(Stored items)
-- Opening Marker --

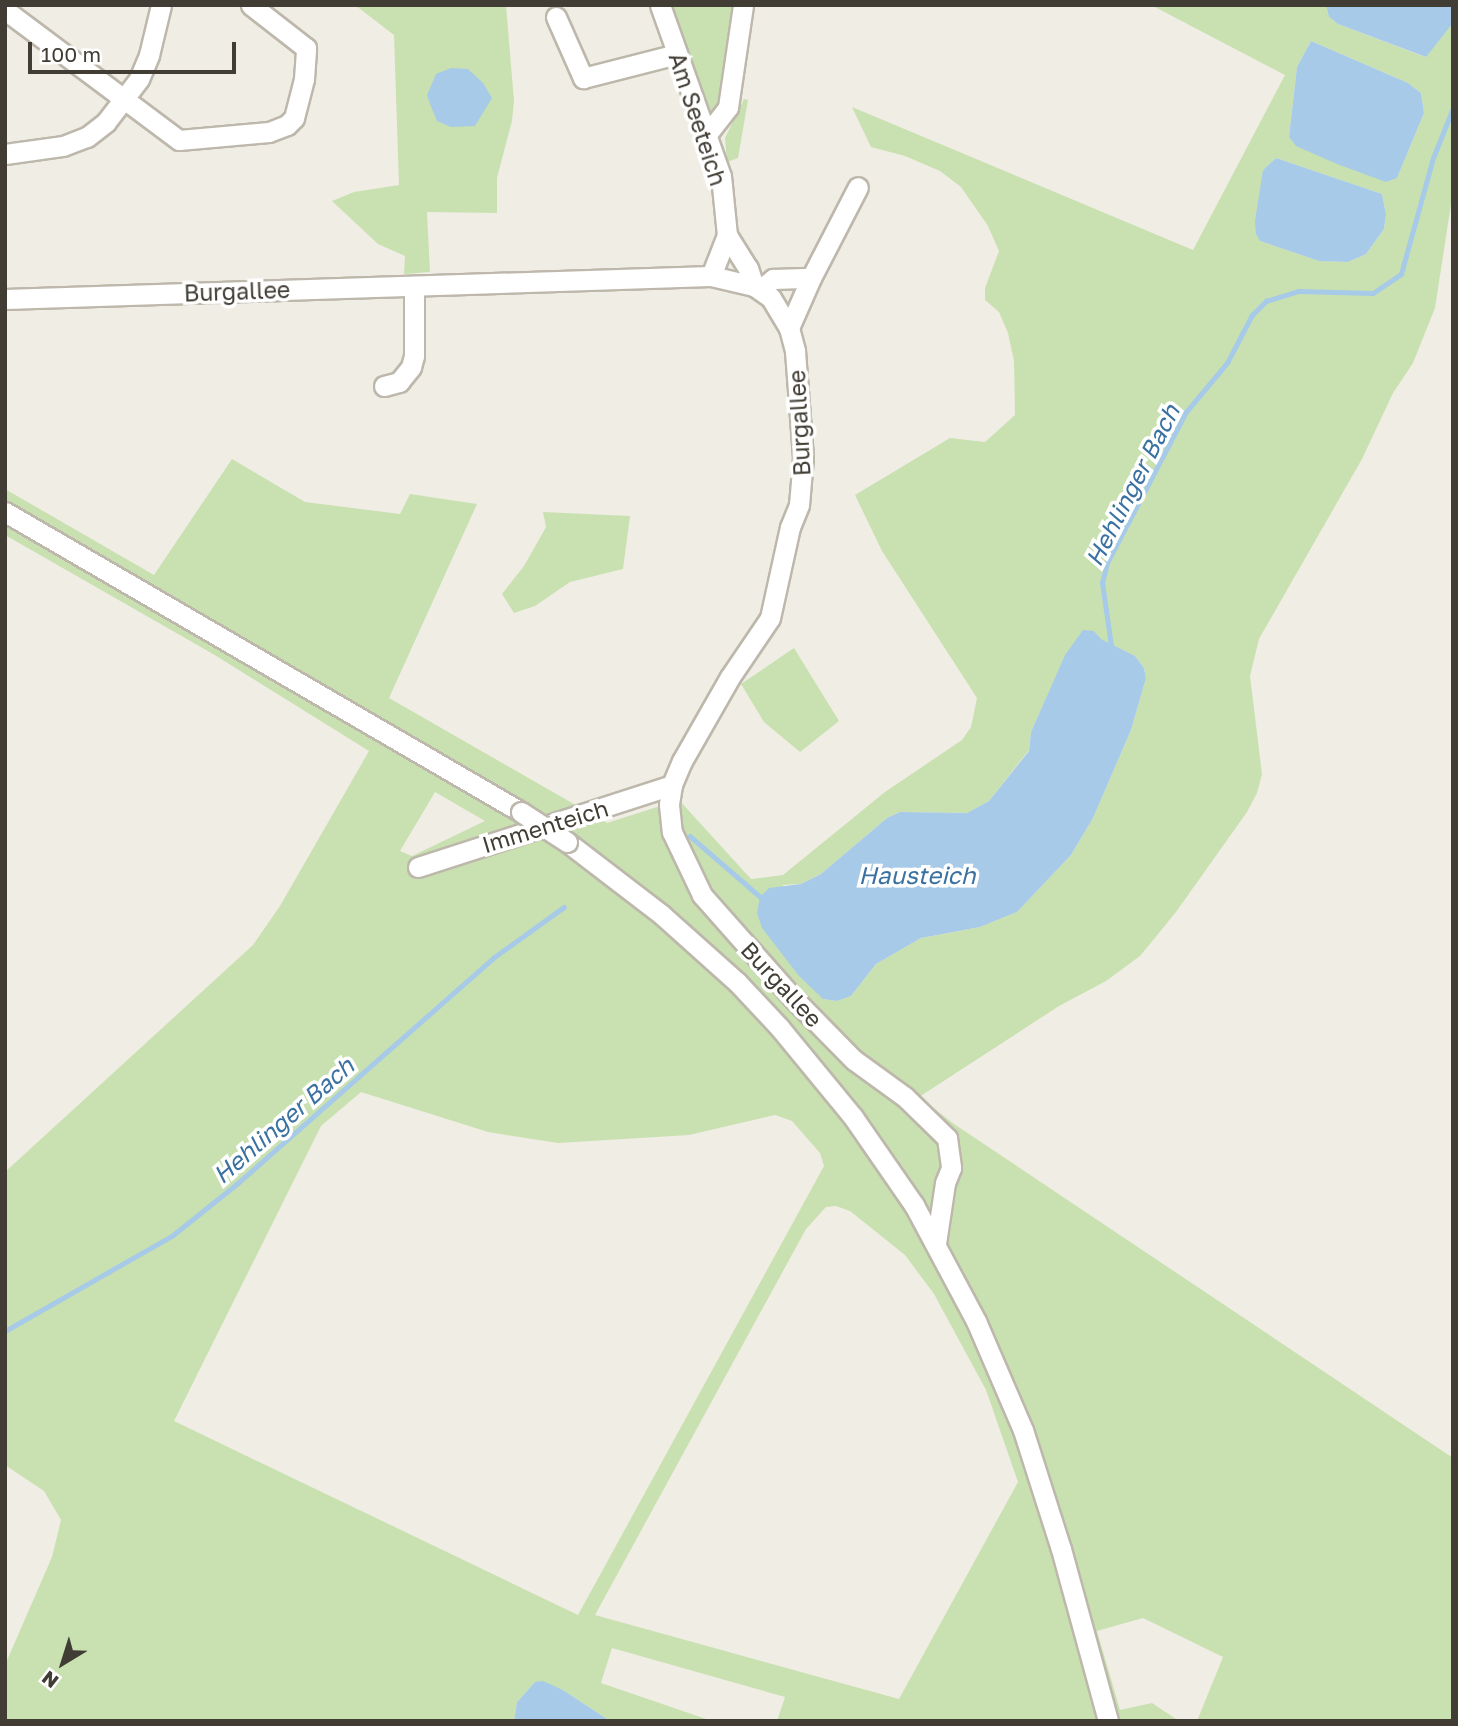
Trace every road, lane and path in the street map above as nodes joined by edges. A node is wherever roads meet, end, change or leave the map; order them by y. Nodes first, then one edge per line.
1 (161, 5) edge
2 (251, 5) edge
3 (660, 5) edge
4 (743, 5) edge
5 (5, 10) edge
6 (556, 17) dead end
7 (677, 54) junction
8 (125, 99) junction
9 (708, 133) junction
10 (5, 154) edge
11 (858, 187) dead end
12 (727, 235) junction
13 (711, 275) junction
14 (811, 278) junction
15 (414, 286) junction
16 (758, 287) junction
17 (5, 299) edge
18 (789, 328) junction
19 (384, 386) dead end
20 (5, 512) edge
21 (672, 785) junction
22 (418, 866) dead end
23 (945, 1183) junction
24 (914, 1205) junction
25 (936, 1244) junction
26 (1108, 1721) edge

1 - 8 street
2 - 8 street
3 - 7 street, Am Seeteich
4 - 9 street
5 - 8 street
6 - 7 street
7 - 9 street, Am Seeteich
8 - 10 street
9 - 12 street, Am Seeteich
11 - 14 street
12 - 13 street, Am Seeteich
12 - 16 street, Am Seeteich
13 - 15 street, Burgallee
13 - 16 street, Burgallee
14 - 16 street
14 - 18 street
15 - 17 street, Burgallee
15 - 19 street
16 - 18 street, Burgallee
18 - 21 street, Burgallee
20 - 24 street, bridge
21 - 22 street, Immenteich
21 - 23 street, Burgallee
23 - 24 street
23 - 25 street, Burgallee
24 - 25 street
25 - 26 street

-- Closing Marker --

_Problem requirements_. None of the pictures should appear; repeat the records exactly otherwise.

_Solution to the exercise_.
Trace every road, lane and path in the street map above as nodes joined by edges. A node is wherever roads meet, end, change or leave the map; order them by y. Nodes first, then one edge per line.
1 (161, 5) edge
2 (251, 5) edge
3 (660, 5) edge
4 (743, 5) edge
5 (5, 10) edge
6 (556, 17) dead end
7 (677, 54) junction
8 (125, 99) junction
9 (708, 133) junction
10 (5, 154) edge
11 (858, 187) dead end
12 (727, 235) junction
13 (711, 275) junction
14 (811, 278) junction
15 (414, 286) junction
16 (758, 287) junction
17 (5, 299) edge
18 (789, 328) junction
19 (384, 386) dead end
20 (5, 512) edge
21 (672, 785) junction
22 (418, 866) dead end
23 (945, 1183) junction
24 (914, 1205) junction
25 (936, 1244) junction
26 (1108, 1721) edge

1 - 8 street
2 - 8 street
3 - 7 street, Am Seeteich
4 - 9 street
5 - 8 street
6 - 7 street
7 - 9 street, Am Seeteich
8 - 10 street
9 - 12 street, Am Seeteich
11 - 14 street
12 - 13 street, Am Seeteich
12 - 16 street, Am Seeteich
13 - 15 street, Burgallee
13 - 16 street, Burgallee
14 - 16 street
14 - 18 street
15 - 17 street, Burgallee
15 - 19 street
16 - 18 street, Burgallee
18 - 21 street, Burgallee
20 - 24 street, bridge
21 - 22 street, Immenteich
21 - 23 street, Burgallee
23 - 24 street
23 - 25 street, Burgallee
24 - 25 street
25 - 26 street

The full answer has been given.